Numerical calculations sometimes limited

Apart from whole numbers, computers use floating point numbers, with rounding. These are therefore approximations of real numbers.

Since 1985, the international standard IEEE 754 has governed these operations. It defines how to represent floating point numbers and how to round the results. For basic operations (addition, subtraction, multiplication, division and square root), the standard imposes the principle of correct rounding. Once the rounding mode has been chosen, a given calculation produces a single possible result, identical on all machines.

This mechanism is essential because it guarantees the reproducibility of calculations, a pillar of any scientific approach.

However, the IEEE 754 standard has one significant limitation: it does not set any correct rounding rules for more complex mathematical functions (such as exponential, logarithmic, sine or power functions).

In practice, this means that the same calculation can produce different results depending on the mathematical library used, or even depending on the version of that library. Even when the user explicitly requests a rounding mode, the result obtained may not be correct.

These seemingly minor discrepancies have real consequences. Research has shown that in neuroimaging, for example, the choice of mathematical library can lead to significantly different images.

In meteorology or climatology, where calculations are lengthy and crucial, slight rounding errors can propagate and alter the final results.

CORE-MATH: making calculations reliable and reproducible

The CORE-MATH project was launched in 2022 with the aim of providing open source reference implementations that guarantee correct rounding for common mathematical functions, in accordance with the spirit of the IEEE 754 standard.

This means that users can choose a rounding mode and obtain the mathematically correct result, regardless of their software or hardware environment. Calculations then become strictly reproducible.

This project follows on from the work of Jean-Michel Muller, an Inria researcher and winner of the 2024 Inria Grand Prix for his major contributions to floating-point arithmetic.

While his research laid the theoretical foundations for correct rounding, CORE-MATH provides a concrete demonstration of this: it shows that it is possible to calculate correctly without sacrificing performance, a decisive factor for industrial and scientific adoption.
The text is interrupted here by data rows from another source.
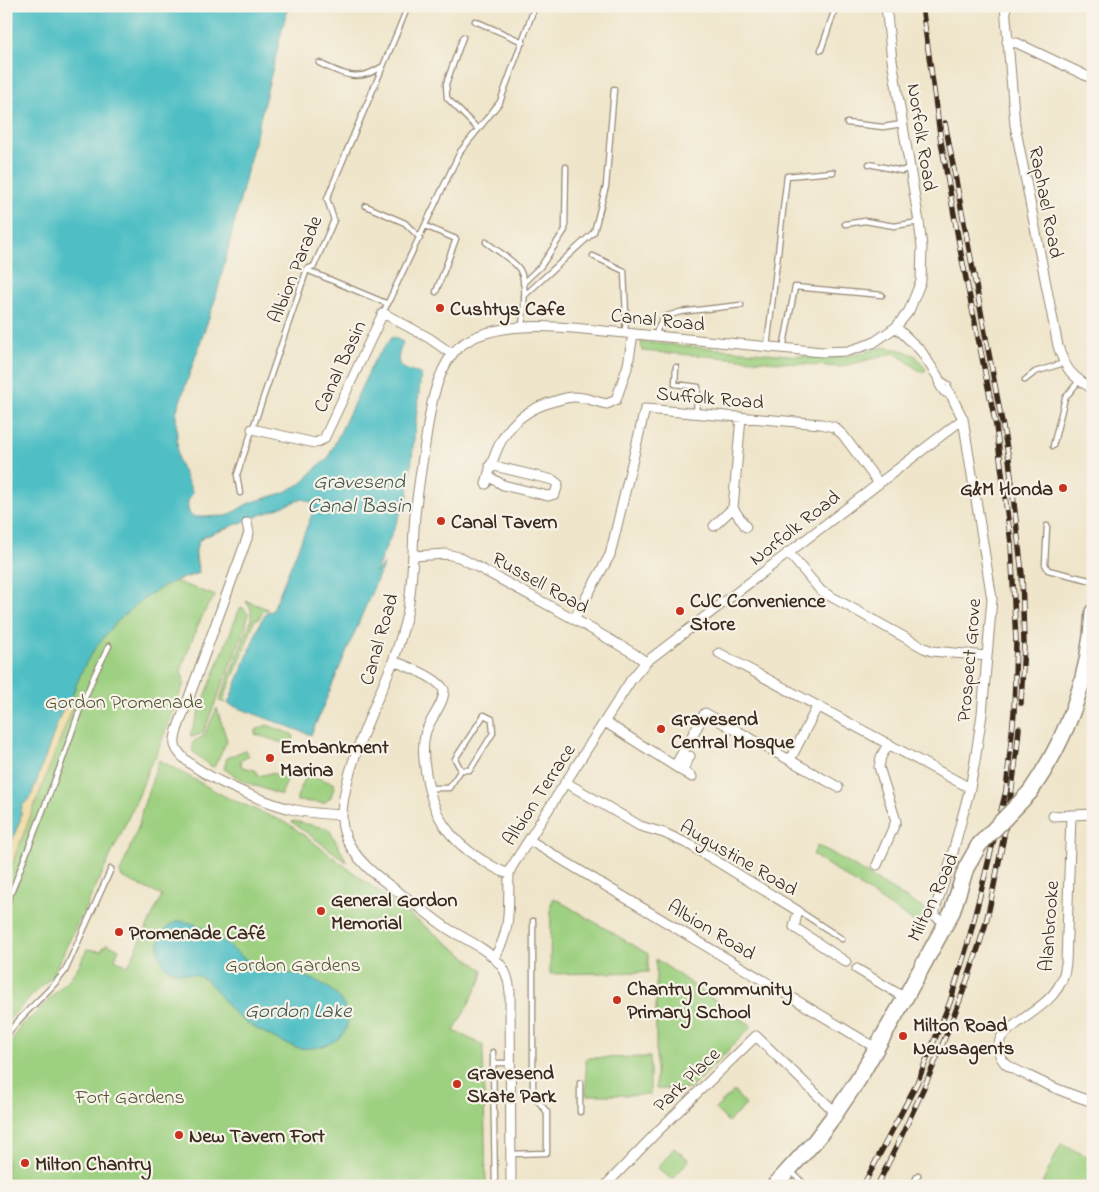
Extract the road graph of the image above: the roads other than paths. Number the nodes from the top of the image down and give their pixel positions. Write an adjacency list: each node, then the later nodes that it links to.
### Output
1 (408, 6): 12 (lane, Albion Parade)
2 (836, 6): 10 (lane)
3 (886, 6): 16 (street, Norfolk Road)
4 (1004, 6): 9 (street, Raphael Road)
5 (534, 7): 8 (lane)
6 (475, 21): 8 (lane)
7 (463, 38): 17 (lane)
8 (523, 42): 17 (lane)
9 (1007, 42): 13 (street); 44 (street, Raphael Road)
10 (821, 50)
11 (319, 63): 12 (lane)
12 (384, 65): 29 (lane, Albion Parade)
13 (1093, 79)
14 (614, 89): 33 (lane)
15 (847, 123): 16 (lane)
16 (903, 124): 20 (street, Norfolk Road)
17 (478, 129): 25 (lane)
18 (869, 164): 20 (lane)
19 (566, 167): 30 (lane)
20 (910, 167): 23 (street, Norfolk Road)
21 (833, 172): 41 (lane)
22 (366, 206): 26 (lane)
23 (919, 222): 24 (lane); 38 (street, Norfolk Road)
24 (845, 224)
25 (425, 226): 26 (lane); 31 (lane)
26 (420, 238): 34 (lane)
27 (486, 242): 30 (lane)
28 (594, 256): 39 (lane)
29 (307, 270): 34 (lane); 52 (lane, Albion Parade)
30 (523, 284): 33 (lane)
31 (436, 292)
32 (882, 295): 42 (lane)
33 (524, 296): 37 (lane)
34 (388, 304): 36 (lane)
35 (741, 305): 40 (lane)
36 (383, 313): 43 (street, Canal Basin); 52 (street, Canal Basin)
37 (522, 327): 39 (street, Canal Road); 43 (street, Canal Road)
38 (896, 327): 42 (street, Canal Road); 51 (street, Prospect Grove)
39 (629, 333): 40 (street, Canal Road); 54 (street)
40 (657, 336): 41 (street, Canal Road)
41 (767, 347): 42 (street, Canal Road)
42 (783, 348)
43 (452, 354): 63 (street, Canal Road)
44 (1064, 363): 46 (lane); 47 (street, Raphael Road)
45 (676, 368): 49 (lane)
46 (1025, 380)
47 (1079, 381): 48 (street, Raphael Road); 53 (lane)
48 (1093, 389)
49 (696, 412): 50 (street, Suffolk Road); 66 (street, Suffolk Road)
50 (741, 417): 55 (street, Suffolk Road); 57 (street)
51 (963, 419): 55 (street, Norfolk Road); 69 (street, Prospect Grove)
52 (252, 429): 56 (lane, Albion Parade)
53 (1054, 446)
54 (490, 465): 54 (street)
55 (878, 482): 62 (street, Norfolk Road)
56 (240, 492)
57 (733, 508): 59 (street); 61 (street)
58 (247, 524): 86 (street)
59 (714, 526)
60 (1048, 526): 64 (lane)
61 (746, 527)
62 (788, 552): 69 (street); 71 (street, Norfolk Road)
63 (413, 556): 66 (street, Russell Road); 70 (street, Canal Road)
64 (1093, 581)
65 (1093, 612): 72 (main road, Milton Road)
66 (574, 620): 71 (street, Russell Road)
67 (109, 646): 93 (lane)
68 (719, 653): 73 (street)
69 (987, 656): 84 (street, Prospect Grove)
70 (393, 661): 83 (street); 86 (street, Canal Road)
71 (646, 662): 74 (street, Albion Terrace)
72 (1089, 676): 96 (main road, Milton Road, bridge)
73 (818, 707): 75 (street); 77 (street)
74 (605, 722): 78 (street); 81 (street, Albion Terrace)
75 (888, 744): 84 (street); 90 (street)
76 (690, 756): 78 (street)
77 (790, 760): 78 (street); 82 (street)
78 (678, 768): 80 (street)
79 (461, 770): 79 (lane); 83 (lane)
80 (692, 777)
81 (566, 782): 89 (street, Albion Terrace); 94 (street, Augustine Road)
82 (838, 787)
83 (428, 788): 92 (street)
84 (970, 788): 96 (street, Prospect Grove)
85 (1093, 814): 87 (street)
86 (341, 815): 98 (street, Canal Road)
87 (1071, 815): 88 (street); 108 (street, Alanbrooke)
88 (1053, 816)
89 (529, 840): 92 (street, Albion Terrace); 103 (street, Albion Road)
90 (877, 865)
91 (111, 869): 102 (lane)
92 (509, 874): 98 (street, Albion Terrace)
93 (6, 906)
94 (798, 911): 97 (lane); 99 (street, Augustine Road)
95 (532, 921): 111 (lane)
96 (945, 922): 101 (main road, Milton Road)
97 (842, 939)
98 (494, 958): 106 (street)
99 (846, 962)
100 (857, 969): 101 (street)
101 (905, 998): 103 (main road, Milton Road)
102 (6, 1036)
103 (876, 1048): 110 (main road, Milton Road)
104 (493, 1052): 105 (lane)
105 (493, 1063): 106 (lane); 114 (lane)
106 (510, 1063): 111 (street)
107 (580, 1083): 109 (lane)
108 (1093, 1102)
109 (580, 1112)
110 (836, 1113): 112 (main road, Milton Road); 116 (street, Park Place)
111 (511, 1154): 115 (street)
112 (790, 1170): 117 (main road, Milton Road); 118 (lane)
113 (918, 1175): 119 (lane)
114 (495, 1186)
115 (511, 1186)
116 (605, 1186)
117 (774, 1186)
118 (806, 1186)
119 (912, 1186)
An open source project for European digital sovereignty

CORE-MATH does not aim to create a new library, but rather to provide reference implementations intended for integration into existing libraries. Entirely open source under the MIT licence, the project promotes widespread distribution, transparent calculations and increased confidence in digital tools.

By providing open and verifiable mathematical foundations, CORE-MATH also contributes to European digital sovereignty in areas where calculation reliability is strategic: health, climate, energy and scientific research.

First concrete results

The progress made is already tangible. Around thirty single-precision functions from CORE-MATH have been integrated into the GNU standard library. Seven double-precision functions were published in January 2026. Other libraries, particularly industrial ones, are also beginning to adopt this work.

The main challenge remains efficiency: to be widely used, these implementations must be as fast as existing solutions. This is a key issue for the future of the project.